The New EB-5 Visa Rules And Requirements From Investors Seeking American Citizenship

Since its launch three decades ago, the EB-5 Visa program has continued to grow in popularity and is a favorable option for high-net individuals looking to attain American citizenship. A highlight of this program has been the billions of dollars in capital that has been raised since 1990. This has further resulted in the creation of hundreds of thousands of jobs across the nation, leading to a strengthened economy. The benefits have not been one-sided as the EB-5 program has seen thousands of investors annually attain the freedom to study, work, and live in the USA. Ultimately, most of the investors who have earned this right have ended up becoming permanent residents of America along with their families.

This win-win situation has caused lots of interest in the program, with potential investors from across the world seeking a reliable guide for EB-5 visas. Fortunately, as congress continues to reauthorize the program, there is an open channel for non-American citizens to gain citizenship through investment. This has been despite America getting out of the economic crisis it faced in the early ’90s, which was one of the main driving objectives behind the program.

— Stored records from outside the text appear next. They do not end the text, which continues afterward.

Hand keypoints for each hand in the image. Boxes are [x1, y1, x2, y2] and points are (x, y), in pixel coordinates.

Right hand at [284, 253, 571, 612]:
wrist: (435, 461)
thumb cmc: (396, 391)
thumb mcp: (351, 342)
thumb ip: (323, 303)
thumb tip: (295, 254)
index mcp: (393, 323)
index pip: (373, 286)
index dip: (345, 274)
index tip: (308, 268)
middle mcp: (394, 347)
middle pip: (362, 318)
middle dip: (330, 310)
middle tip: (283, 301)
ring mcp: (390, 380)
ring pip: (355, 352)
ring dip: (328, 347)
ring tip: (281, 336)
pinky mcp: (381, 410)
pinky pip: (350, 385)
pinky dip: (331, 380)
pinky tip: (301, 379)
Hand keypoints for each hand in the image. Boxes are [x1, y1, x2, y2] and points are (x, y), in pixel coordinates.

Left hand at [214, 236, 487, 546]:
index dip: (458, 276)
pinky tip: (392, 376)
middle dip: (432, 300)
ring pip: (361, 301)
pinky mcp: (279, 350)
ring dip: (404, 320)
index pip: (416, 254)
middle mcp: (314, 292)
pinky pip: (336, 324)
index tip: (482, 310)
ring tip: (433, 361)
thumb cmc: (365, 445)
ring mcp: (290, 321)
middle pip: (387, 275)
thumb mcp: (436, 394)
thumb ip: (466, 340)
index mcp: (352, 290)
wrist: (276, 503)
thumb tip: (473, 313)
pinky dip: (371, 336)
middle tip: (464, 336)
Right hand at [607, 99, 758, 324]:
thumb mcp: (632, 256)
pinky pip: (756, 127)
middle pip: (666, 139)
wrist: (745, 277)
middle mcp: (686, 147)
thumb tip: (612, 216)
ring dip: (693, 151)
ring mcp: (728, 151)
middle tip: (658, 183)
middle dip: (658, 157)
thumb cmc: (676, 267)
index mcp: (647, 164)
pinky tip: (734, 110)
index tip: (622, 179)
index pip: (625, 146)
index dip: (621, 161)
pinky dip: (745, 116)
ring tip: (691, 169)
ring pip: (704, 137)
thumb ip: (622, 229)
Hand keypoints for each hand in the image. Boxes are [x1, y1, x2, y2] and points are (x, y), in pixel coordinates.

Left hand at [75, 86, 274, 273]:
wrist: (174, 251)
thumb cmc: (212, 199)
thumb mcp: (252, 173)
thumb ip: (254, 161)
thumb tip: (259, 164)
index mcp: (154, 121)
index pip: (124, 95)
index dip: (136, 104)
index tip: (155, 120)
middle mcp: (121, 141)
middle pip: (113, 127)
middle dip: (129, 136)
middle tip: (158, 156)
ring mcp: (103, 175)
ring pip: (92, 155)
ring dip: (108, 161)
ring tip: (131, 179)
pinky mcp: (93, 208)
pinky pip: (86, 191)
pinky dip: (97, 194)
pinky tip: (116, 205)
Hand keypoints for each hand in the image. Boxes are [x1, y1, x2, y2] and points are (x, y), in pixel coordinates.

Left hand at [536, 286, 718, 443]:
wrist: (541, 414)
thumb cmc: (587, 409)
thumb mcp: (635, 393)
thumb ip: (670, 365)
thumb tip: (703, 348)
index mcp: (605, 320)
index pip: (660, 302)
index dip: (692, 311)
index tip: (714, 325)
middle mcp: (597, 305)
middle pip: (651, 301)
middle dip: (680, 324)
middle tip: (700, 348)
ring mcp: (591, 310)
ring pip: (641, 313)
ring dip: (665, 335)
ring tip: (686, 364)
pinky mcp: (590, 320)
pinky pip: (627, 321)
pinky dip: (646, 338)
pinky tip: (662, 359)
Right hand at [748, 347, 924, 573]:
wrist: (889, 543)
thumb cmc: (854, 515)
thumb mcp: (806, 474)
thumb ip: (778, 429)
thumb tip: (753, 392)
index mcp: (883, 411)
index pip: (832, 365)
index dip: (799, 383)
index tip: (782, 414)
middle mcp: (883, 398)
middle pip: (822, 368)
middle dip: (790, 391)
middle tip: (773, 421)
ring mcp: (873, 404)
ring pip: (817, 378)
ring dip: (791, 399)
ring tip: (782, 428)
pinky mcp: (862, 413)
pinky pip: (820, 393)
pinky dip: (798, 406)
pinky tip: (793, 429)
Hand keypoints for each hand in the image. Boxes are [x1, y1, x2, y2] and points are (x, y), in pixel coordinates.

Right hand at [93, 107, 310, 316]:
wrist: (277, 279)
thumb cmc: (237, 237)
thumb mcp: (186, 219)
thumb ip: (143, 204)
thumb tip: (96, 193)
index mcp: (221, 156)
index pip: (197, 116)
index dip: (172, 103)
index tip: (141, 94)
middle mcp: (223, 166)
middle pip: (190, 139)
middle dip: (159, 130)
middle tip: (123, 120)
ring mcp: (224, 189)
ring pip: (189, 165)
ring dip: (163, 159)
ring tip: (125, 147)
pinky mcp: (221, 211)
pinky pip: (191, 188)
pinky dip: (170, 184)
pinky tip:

Nonetheless, as the EB-5 program has exploded in popularity, there has been a push to the re-evaluation of the details guiding the citizenship program. It is important to note that since the launch of EB-5 visas, there have been no significant changes until recently when new regulations were introduced.

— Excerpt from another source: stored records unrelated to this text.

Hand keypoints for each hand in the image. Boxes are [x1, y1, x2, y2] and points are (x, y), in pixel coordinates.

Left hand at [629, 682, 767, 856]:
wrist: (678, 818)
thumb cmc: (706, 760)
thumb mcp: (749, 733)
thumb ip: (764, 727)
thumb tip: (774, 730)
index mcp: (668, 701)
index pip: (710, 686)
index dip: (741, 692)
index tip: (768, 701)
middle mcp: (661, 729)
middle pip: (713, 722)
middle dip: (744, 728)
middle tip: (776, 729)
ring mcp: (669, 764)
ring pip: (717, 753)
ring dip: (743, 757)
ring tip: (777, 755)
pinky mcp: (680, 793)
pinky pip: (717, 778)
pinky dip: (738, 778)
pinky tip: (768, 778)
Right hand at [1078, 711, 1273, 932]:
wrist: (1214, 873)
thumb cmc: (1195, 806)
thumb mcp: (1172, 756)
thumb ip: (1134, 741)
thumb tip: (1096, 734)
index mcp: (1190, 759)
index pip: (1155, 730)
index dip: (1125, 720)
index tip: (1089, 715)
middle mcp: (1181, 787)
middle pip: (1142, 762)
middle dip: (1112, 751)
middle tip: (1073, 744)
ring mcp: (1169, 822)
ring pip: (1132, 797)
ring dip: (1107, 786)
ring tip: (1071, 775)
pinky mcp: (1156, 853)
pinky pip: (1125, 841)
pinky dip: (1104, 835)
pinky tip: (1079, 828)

These congress-backed regulations were first published on July 24th 2019, and begun taking effect as of November 21st, 2019. All potential investors that have been hoping to use this program as a channel to gain permanent residency in America must, therefore, abide by these changes. Some of the fundamental changes introduced to the EB-5 program are;

  1. An increase in the program’s investment amounts. This was the highlight of the new regulations introduced by congress, given that since 1990 the investment amount remained unchanged. The primary reason behind these changes was to cater to inflation over the three decades and ensure the program does not lose relevance. Today, investors looking to do business in Targeted Employment Area (TEA) must make a minimum investment of $900,000. This is a significant increase from the original $500,000. However, for investors looking to establish businesses in non-targeted employment areas, the minimum investment is $1,800,000.
  2. A new way for consideration of Targeted Employment Areas. Complaints on how the designations that constitute TEA were too malleable and did not reflect the realities of the situation mandated changes. As such, the mandate of determining these areas is now exclusively handled by the United States Citizenship and Immigration Services (USCIS) and not state or local governments. The USCIS will rely on census tracts and ensure there is an unemployment rate of at least 150% of the nation’s average. To attain the average labor force data, the USCIS will depend on the department of Economic Development and the Department of Labor in the state.
  3. The use of regional centers for investment. Potential investors do not have to start their investment projects from scratch when they can make a passive investment through regional centers. Nationally, regional centers handle up to 95% of the investments under this program, and these USCIS-designated companies offer a raised platform for creating value-based projects. One of the main advantages of using regional centers is investors find ease in creating a minimum of ten full-time jobs as specified under the program. Since the investments under this program must be ‘at-risk,’ it is vital investors settle for regional centers with a strong track record.
  4. A country cap for EB-5 visa issued to its residents. On average, the United States releases 10,000 EB-5 visas every year, and from this, there is a cap of 7.1% to each country. This represents 700 visas that can be issued to investors from a specific country any year. Countries with a high number of applicants such as India have found this to be highly restrictive.

However, regardless of country of origin, finding a trusted EB-5 investment company is critical in adhering to all these regulations. Investors interested in this channel to American citizenship must first consult with immigration attorneys before committing to the program. This will become the foundation of having the confidence that the legal channel will address all demands at hand.